------ MATERIAL FOR THIS EXERCISE
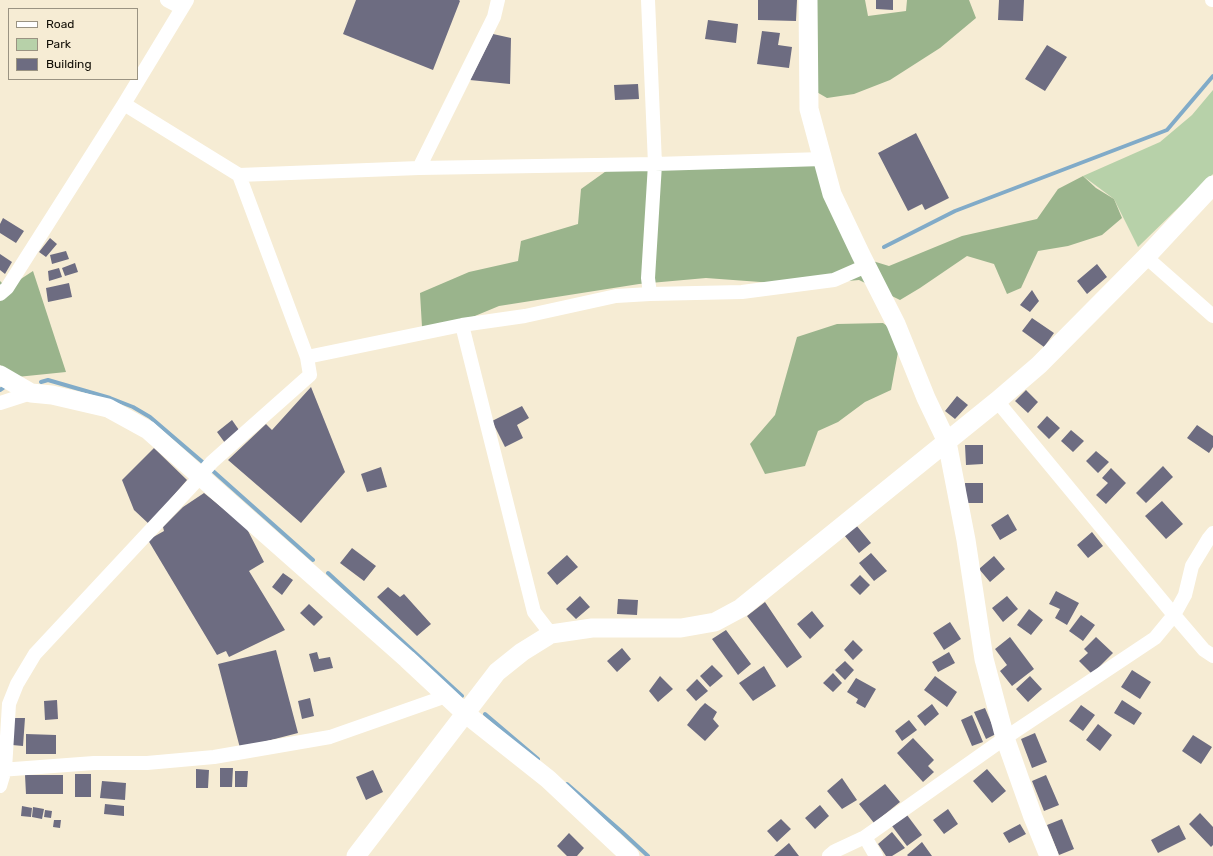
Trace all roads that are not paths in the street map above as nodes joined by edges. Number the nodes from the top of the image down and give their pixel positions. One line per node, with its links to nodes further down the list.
1 (167, 0): 5 (street)
2 (498, 0): 9 (street)
3 (648, 0): 8 (street)
4 (808, 0): 7 (street)
5 (184, 4): 6 (street)
6 (124, 104): 10 (street); 14 (street)
7 (823, 159): 8 (street); 13 (street)
8 (655, 164): 9 (street); 15 (street)
9 (419, 168): 10 (street)
10 (239, 175): 18 (street)
11 (1213, 185): 12 (street)
12 (1146, 257): 16 (street); 21 (street)
13 (866, 266): 15 (street); 23 (street)
14 (0, 294)
15 (650, 294): 17 (street)
16 (1213, 316)
17 (462, 325): 18 (street); 27 (street)
18 (307, 357): 24 (street)
19 (0, 375): 20 (street)
20 (31, 393): 22 (street); 24 (street)
21 (997, 401): 23 (street); 26 (street)
22 (0, 403)
23 (947, 442): 27 (street); 31 (street)
24 (206, 470): 29 (street); 32 (street)
25 (1213, 533): 26 (street)
26 (1174, 615): 28 (street); 31 (street)
27 (551, 634): 30 (street)
28 (1213, 656)
29 (445, 695): 30 (street); 32 (street)
30 (466, 714): 35 (street); 36 (street)
31 (1005, 738): 34 (street); 39 (street)
32 (3, 770): 33 (street)
33 (0, 786)
34 (865, 837): 37 (street); 38 (street)
35 (356, 856)
36 (630, 856)
37 (828, 856)
38 (876, 856)
39 (1049, 856)

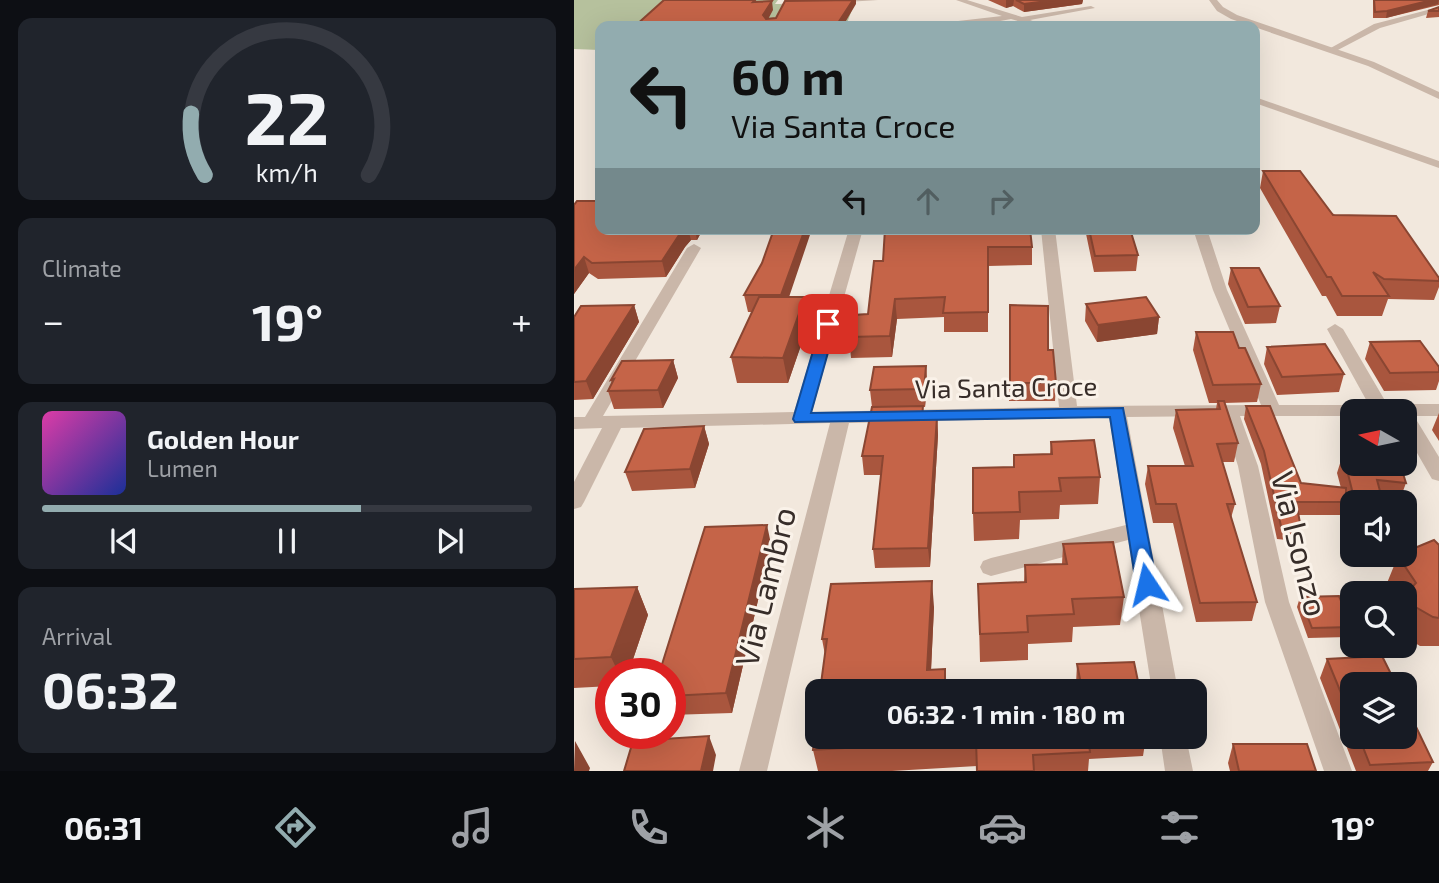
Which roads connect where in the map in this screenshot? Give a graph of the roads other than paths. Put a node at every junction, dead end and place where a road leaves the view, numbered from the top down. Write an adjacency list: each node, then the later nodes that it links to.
1 (874, 0): 4 (street)
2 (960, 0): 7 (street)
3 (1213, 0): 11 (street)
4 (784, 4)
5 (1091, 8): 8 (street)
6 (1439, 9): 13 (street)
7 (1012, 16): 8 (street); 9 (street)
8 (1021, 19): 10 (street)
9 (989, 21)
10 (1027, 21)
11 (1246, 21)
12 (1260, 26): 13 (street)
13 (1331, 50): 14 (street)
14 (1439, 96)
15 (1260, 102): 16 (street)
16 (1439, 164)
17 (854, 235): 31 (street)
18 (1049, 235): 28 (street)
19 (1202, 235): 27 (street)
20 (694, 248): 33 (street)
21 (1335, 329): 22 (street)
22 (1375, 399)
23 (1340, 410): 27 (street, Via Santa Croce)
24 (1439, 410): 29 (street, Via Santa Croce)
25 (1117, 411): 26 (street, Via Santa Croce); 28 (street, Via Santa Croce); 37 (street)
26 (1229, 411): 27 (street, Via Santa Croce); 43 (street, Via Isonzo)
27 (1272, 411)
28 (1069, 412): 30 (street, Via Santa Croce)
29 (1418, 412)
30 (841, 418): 31 (street, Via Santa Croce); 41 (street, Via Lambro)
31 (801, 419): 32 (street, Via Santa Croce)
32 (615, 422): 33 (street, Via Santa Croce); 36 (street)
33 (583, 423)
34 (1418, 438): 35 (street)
35 (1439, 474)
36 (574, 502)
37 (1137, 530): 38 (street); 39 (street)
38 (991, 567)
39 (1163, 679)
40 (1175, 749): 42 (street)
41 (753, 771)
42 (1179, 771)
43 (1338, 771)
------------
TASK ITEM
Repeat the records in full, exactly as they appear, without the pictures.

RESPONSE FOR THIS EXERCISE
Trace all roads that are not paths in the street map above as nodes joined by edges. Number the nodes from the top of the image down and give their pixel positions. One line per node, with its links to nodes further down the list.
1 (167, 0): 5 (street)
2 (498, 0): 9 (street)
3 (648, 0): 8 (street)
4 (808, 0): 7 (street)
5 (184, 4): 6 (street)
6 (124, 104): 10 (street); 14 (street)
7 (823, 159): 8 (street); 13 (street)
8 (655, 164): 9 (street); 15 (street)
9 (419, 168): 10 (street)
10 (239, 175): 18 (street)
11 (1213, 185): 12 (street)
12 (1146, 257): 16 (street); 21 (street)
13 (866, 266): 15 (street); 23 (street)
14 (0, 294)
15 (650, 294): 17 (street)
16 (1213, 316)
17 (462, 325): 18 (street); 27 (street)
18 (307, 357): 24 (street)
19 (0, 375): 20 (street)
20 (31, 393): 22 (street); 24 (street)
21 (997, 401): 23 (street); 26 (street)
22 (0, 403)
23 (947, 442): 27 (street); 31 (street)
24 (206, 470): 29 (street); 32 (street)
25 (1213, 533): 26 (street)
26 (1174, 615): 28 (street); 31 (street)
27 (551, 634): 30 (street)
28 (1213, 656)
29 (445, 695): 30 (street); 32 (street)
30 (466, 714): 35 (street); 36 (street)
31 (1005, 738): 34 (street); 39 (street)
32 (3, 770): 33 (street)
33 (0, 786)
34 (865, 837): 37 (street); 38 (street)
35 (356, 856)
36 (630, 856)
37 (828, 856)
38 (876, 856)
39 (1049, 856)

Which roads connect where in the map in this screenshot? Give a graph of the roads other than paths. Put a node at every junction, dead end and place where a road leaves the view, numbered from the top down. Write an adjacency list: each node, then the later nodes that it links to.
1 (874, 0): 4 (street)
2 (960, 0): 7 (street)
3 (1213, 0): 11 (street)
4 (784, 4)
5 (1091, 8): 8 (street)
6 (1439, 9): 13 (street)
7 (1012, 16): 8 (street); 9 (street)
8 (1021, 19): 10 (street)
9 (989, 21)
10 (1027, 21)
11 (1246, 21)
12 (1260, 26): 13 (street)
13 (1331, 50): 14 (street)
14 (1439, 96)
15 (1260, 102): 16 (street)
16 (1439, 164)
17 (854, 235): 31 (street)
18 (1049, 235): 28 (street)
19 (1202, 235): 27 (street)
20 (694, 248): 33 (street)
21 (1335, 329): 22 (street)
22 (1375, 399)
23 (1340, 410): 27 (street, Via Santa Croce)
24 (1439, 410): 29 (street, Via Santa Croce)
25 (1117, 411): 26 (street, Via Santa Croce); 28 (street, Via Santa Croce); 37 (street)
26 (1229, 411): 27 (street, Via Santa Croce); 43 (street, Via Isonzo)
27 (1272, 411)
28 (1069, 412): 30 (street, Via Santa Croce)
29 (1418, 412)
30 (841, 418): 31 (street, Via Santa Croce); 41 (street, Via Lambro)
31 (801, 419): 32 (street, Via Santa Croce)
32 (615, 422): 33 (street, Via Santa Croce); 36 (street)
33 (583, 423)
34 (1418, 438): 35 (street)
35 (1439, 474)
36 (574, 502)
37 (1137, 530): 38 (street); 39 (street)
38 (991, 567)
39 (1163, 679)
40 (1175, 749): 42 (street)
41 (753, 771)
42 (1179, 771)
43 (1338, 771)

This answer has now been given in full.